Весна с тех пор, конечно, немного взбесилась — но сезон этот и прежде не отличался здравомыслием. Были и плюсы — забросив свой цветник и прекратив превращать людей в растения, воплощение весны стал внимательнее следить за цветением по всему королевству. Он контролировал весну почти во всём. Пугал, конечно, иногда своим безумным видом, но в остальном был мирным и безобидным.

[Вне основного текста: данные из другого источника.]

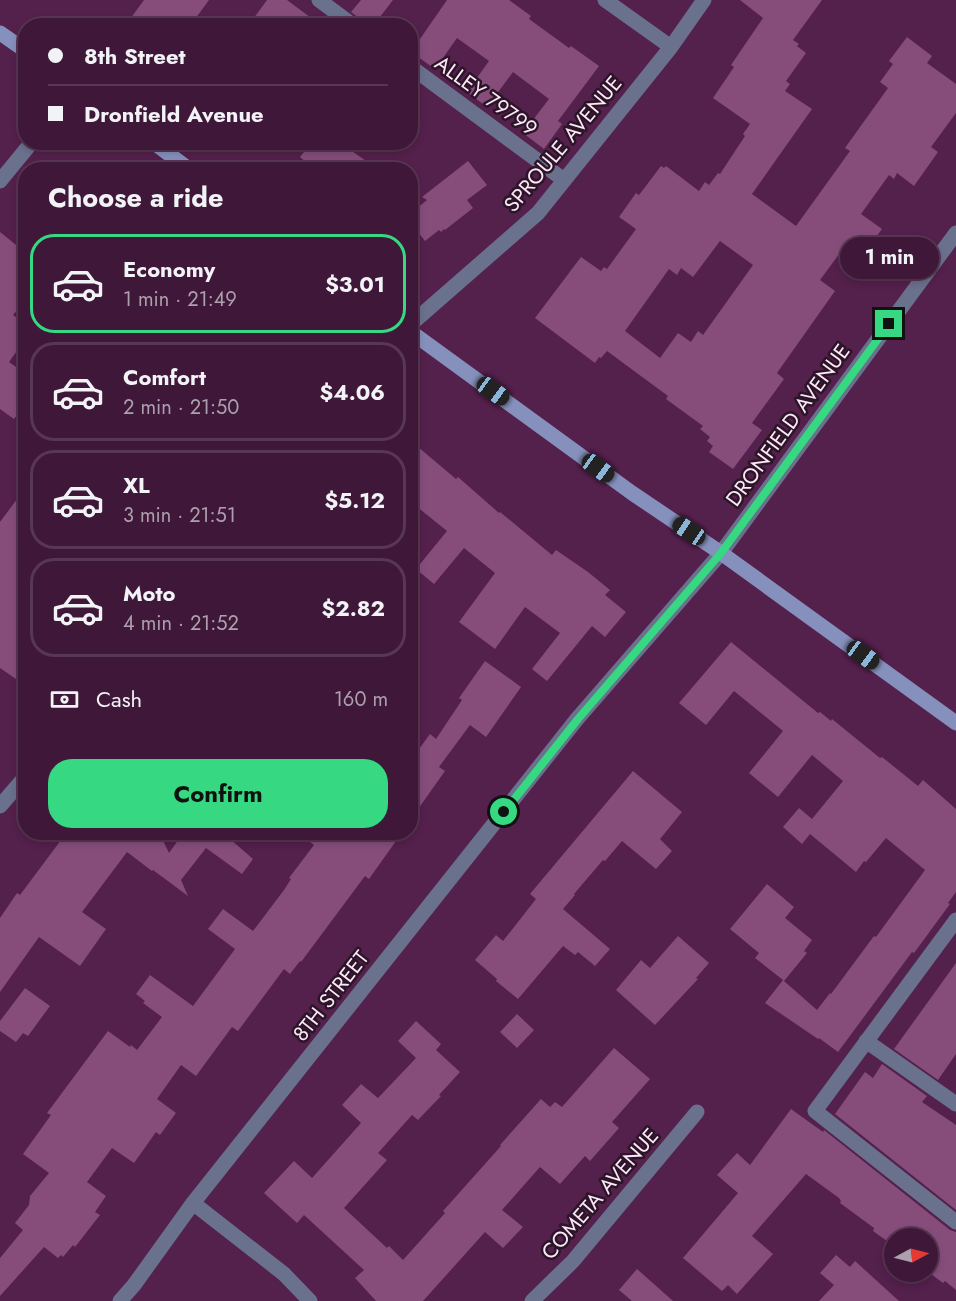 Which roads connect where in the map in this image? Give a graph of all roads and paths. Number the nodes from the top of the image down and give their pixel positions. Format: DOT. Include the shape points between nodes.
graph roads {
  1 [pos="320,0"];
  2 [pos="604,0"];
  3 [pos="704,0"];
  4 [pos="344,18"];
  5 [pos="0,33"];
  6 [pos="18,45"];
  7 [pos="671,47"];
  8 [pos="418,73"];
  9 [pos="25,150"];
  10 [pos="164,150"];
  11 [pos="179,162"];
  12 [pos="564,180"];
  13 [pos="0,181"];
  14 [pos="956,233"];
  15 [pos="418,318"];
  16 [pos="418,337"];
  17 [pos="721,553"];
  18 [pos="578,719"];
  19 [pos="956,723"];
  20 [pos="18,785"];
  21 [pos="0,806"];
  22 [pos="956,920"];
  23 [pos="866,1041"];
  24 [pos="956,1103"];
  25 [pos="697,1112"];
  26 [pos="193,1203"];
  27 [pos="956,1222"];
  28 [pos="120,1301"];
  29 [pos="310,1301"];
  30 [pos="532,1301"];
  1 -- 4 [label="street"];
  2 -- 7 [label="street"];
  3 -- 7 [label="street, SPROULE AVENUE"];
  5 -- 6 [label="main road"];
  7 -- 12 [label="street, SPROULE AVENUE"];
  8 -- 12 [label="street, ALLEY 79799"];
  9 -- 13 [label="street"];
  10 -- 11 [label="main road"];
  12 -- 15 [label="street, SPROULE AVENUE" via="538,213"];
  14 -- 17 [label="street, DRONFIELD AVENUE"];
  16 -- 17 [label="main road"];
  17 -- 18 [label="street, DRONFIELD AVENUE"];
  17 -- 19 [label="main road"];
  18 -- 26 [label="street, 8TH STREET"];
  20 -- 21 [label="street"];
  22 -- 23 [label="street"];
  23 -- 24 [label="street"];
  23 -- 27 [label="street" via="815,1111"];
  25 -- 30 [label="street, COMETA AVENUE" via="573,1261"];
  26 -- 28 [label="street, 8TH STREET"];
  26 -- 29 [label="street" via="284,1274"];
}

Воронье наследство постучалось из глубин веков через несколько лет, когда принц и принцесса вступили в законное управление своим сезоном. Всего и делов — следить за солнцем, да за ходом чужих снов. Справиться нетрудно — особенно, если вам двое. Но пришли вороны — слетели прямиком с нарисованного в библиотеке потолка и потребовали более тщательных проверок. Белла, которую нарекли Дарианой, даром сновидения, каждую ночь просматривала тысячи снов и сама забыла, как нужно спать. Чёрные крылья из лопаток начали пробиваться через пару лет, когда сил на сны перестало хватать. Теперь эти крылья ломались под тяжестью чужих небес, чужих историй и чужих переживаний, но принцесса терпела. Потому что сны — это важно.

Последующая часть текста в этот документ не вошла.